Ushma: What we are going to do today is hopefully
take you through some work that you will find as inspiring as we did, when we
had the opportunity to do it for clients. The starting point really for this
exercise was the fact that we have clients who are at different stages in their
journey of interaction with qualitative data analysis tools. So, we have some
who are just picking this up, in fact, Flowres is the first tool that they've
ever really adopted. Then there are some who are seasoned and there are some
who are lying in between. It's a spectrum. What we heard them tell us was that
hey, everybody is, you know, more or less, all right when it comes to sorting
or organizing raw data. But where GenAI comes in and what is the real potential
that it can bring to the table when it does the rest of the work… because
qualitative analysis is a longish process as most of you who are practitioners
would agree. So, that's where the client need inspired us to relook at
GenAI, push the envelope and say that - Hey, can we look at how GenAI is
actually going to enable us to take out some of the tedium from the qualitative
data analysis process, while not compromising on the rigor that a researcher
applies to the process, the human intervention that they bring in. And this is
where we said, hey, can we look at actually conversing or talking to
qualitative data; using prompts, using different techniques, see if we can
massage the data a little better or faster than we are used to massaging it? So, the
result of all of that is what we are hoping to take you through in the next 30
minutes or so. We are hoping to keep it crisp, yet interesting for you. What we
have done is although we have a lot of material, we are going to try and focus
on two of these… one is the Kapferer Brand Prism framework, the other is
Maslow's Hierarchy of Needs framework. Both are fairly established frameworks,
very popularly used by qualitative researchers across multiple markets. That's
the reason for choosing these two for today’s session. There is work also done
around other frameworks, which if time permits, we will get into and we would
love to share with you and hear your views on.

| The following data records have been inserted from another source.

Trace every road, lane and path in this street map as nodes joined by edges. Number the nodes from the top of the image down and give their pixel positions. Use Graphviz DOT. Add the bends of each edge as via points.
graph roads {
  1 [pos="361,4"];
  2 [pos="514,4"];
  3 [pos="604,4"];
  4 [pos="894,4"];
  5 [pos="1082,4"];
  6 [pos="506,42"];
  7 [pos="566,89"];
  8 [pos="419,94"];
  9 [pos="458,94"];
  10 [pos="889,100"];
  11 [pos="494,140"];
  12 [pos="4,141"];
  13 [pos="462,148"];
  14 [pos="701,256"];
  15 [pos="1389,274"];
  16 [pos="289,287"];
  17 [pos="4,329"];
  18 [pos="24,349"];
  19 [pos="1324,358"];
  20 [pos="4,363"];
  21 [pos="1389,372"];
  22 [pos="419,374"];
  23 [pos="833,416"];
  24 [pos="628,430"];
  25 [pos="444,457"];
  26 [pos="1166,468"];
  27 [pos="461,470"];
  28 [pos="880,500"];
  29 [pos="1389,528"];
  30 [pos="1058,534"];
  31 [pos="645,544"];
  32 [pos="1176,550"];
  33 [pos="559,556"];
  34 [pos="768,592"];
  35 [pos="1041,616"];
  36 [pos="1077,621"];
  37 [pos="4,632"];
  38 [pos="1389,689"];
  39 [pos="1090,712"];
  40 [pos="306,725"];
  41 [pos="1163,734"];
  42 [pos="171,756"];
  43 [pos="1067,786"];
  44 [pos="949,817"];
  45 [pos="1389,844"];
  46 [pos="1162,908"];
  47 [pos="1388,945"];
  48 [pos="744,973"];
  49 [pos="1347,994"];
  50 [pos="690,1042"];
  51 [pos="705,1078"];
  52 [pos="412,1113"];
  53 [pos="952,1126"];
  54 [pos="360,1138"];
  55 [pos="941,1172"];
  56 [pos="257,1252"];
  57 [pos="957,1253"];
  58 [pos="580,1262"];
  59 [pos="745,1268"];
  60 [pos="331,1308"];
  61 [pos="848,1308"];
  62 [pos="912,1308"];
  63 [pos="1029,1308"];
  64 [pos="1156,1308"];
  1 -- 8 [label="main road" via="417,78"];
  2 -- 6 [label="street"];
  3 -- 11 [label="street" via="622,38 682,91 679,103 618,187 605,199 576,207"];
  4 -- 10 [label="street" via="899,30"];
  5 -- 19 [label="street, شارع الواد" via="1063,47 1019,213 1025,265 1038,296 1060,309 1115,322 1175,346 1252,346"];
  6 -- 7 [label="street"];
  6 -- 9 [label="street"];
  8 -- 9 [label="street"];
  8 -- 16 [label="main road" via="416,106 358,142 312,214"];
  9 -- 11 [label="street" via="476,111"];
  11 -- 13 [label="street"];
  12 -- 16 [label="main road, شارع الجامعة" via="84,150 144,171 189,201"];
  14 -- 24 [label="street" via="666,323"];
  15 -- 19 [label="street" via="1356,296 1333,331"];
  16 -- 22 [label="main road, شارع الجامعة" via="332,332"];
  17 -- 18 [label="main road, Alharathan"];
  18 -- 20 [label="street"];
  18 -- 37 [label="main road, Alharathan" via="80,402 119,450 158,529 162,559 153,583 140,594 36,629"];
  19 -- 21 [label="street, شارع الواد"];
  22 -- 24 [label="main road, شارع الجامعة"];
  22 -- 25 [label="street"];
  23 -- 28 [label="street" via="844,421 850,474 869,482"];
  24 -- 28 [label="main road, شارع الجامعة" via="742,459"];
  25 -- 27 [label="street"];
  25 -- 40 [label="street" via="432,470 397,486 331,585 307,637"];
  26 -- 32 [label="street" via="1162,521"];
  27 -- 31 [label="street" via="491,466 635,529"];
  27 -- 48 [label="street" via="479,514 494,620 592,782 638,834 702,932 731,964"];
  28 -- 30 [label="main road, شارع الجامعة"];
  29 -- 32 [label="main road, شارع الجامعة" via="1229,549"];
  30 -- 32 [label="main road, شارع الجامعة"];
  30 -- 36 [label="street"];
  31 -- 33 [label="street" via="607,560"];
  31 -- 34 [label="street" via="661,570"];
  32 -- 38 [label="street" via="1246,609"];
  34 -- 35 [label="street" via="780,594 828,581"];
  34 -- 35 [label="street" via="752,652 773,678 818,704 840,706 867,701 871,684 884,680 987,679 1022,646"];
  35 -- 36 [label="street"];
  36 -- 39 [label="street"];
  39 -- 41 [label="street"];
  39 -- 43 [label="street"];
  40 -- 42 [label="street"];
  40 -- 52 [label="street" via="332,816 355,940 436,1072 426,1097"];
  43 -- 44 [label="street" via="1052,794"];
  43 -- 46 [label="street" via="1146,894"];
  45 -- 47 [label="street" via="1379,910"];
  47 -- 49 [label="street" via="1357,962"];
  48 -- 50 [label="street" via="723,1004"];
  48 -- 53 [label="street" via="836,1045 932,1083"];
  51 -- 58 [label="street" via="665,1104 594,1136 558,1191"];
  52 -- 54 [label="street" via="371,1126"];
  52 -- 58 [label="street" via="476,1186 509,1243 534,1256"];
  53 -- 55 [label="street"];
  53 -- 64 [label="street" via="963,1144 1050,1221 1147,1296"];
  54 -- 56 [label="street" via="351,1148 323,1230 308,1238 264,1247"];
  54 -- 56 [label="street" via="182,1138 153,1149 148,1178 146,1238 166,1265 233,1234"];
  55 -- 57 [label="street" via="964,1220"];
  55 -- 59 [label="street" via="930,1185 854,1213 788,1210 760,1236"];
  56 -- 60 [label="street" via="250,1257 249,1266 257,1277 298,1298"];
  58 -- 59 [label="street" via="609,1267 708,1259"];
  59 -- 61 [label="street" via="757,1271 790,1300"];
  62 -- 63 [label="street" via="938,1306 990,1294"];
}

Jiten: All right. LLMs have vast knowledge, including a lot of mental models and analysis frameworks. And I think one opportunity that currently seems to be under-leveraged is taking advantage of that knowledge and getting new perspectives; and what we’re hoping to do is inspire new ways of looking at the data. So, this is a study on whiskey as Ushma mentioned and what I have done is I have given a prompt and then developed it further, to get more nuanced results. Let me let me let me take you through the prompt and show you know what it threw up. I have done it already, but if time permits, we can even show it live on flowres; with other similar frameworks. So, yeah, the prompt reads like this… (reading prompt)…
Ushma: Julie asks us - Are these frameworks built into the tool with
the prompts to guide customizing to the themes of insights we want to explore?
Jiten: The prompts are not built into the tool. We
don't need to build the prompt into the tool. It would be fancy for me to say
that these frameworks are built in. Essentially, what we are doing is we are
using an application layer on an LLM. We use Gemini as a LLM in the backend,
and what you see is flowres as an application layer. Gemini essentially
understands all the models… Kapferer's, Maslow's… you name it, it understands.
Because the LLM has been trained on the vast set of data, right? And that's
why, you know, when I started, we said that while I'm showing this on flowres, you
should be able to do this with ChatGPT, Claude or Gemini or for that matter,
anything else. What flowres provides is an easy application layer, where some
of the grunt work that you need to do elsewhere, will be saved.
Ushma: Yeah, let's move ahead.
Jiten: With that, if you look at the findings, it
basically showed me the findings where it gave me the different aspects and identified
the key theme. For brand A, the physical aspect is associated with premiumness,
sophistication and visually appealing presentation and so on and so forth. If
you go to the personality, it gave some quotes because I had asked it to give
quotes. It gave me a key theme and so on and so forth for all the aspects.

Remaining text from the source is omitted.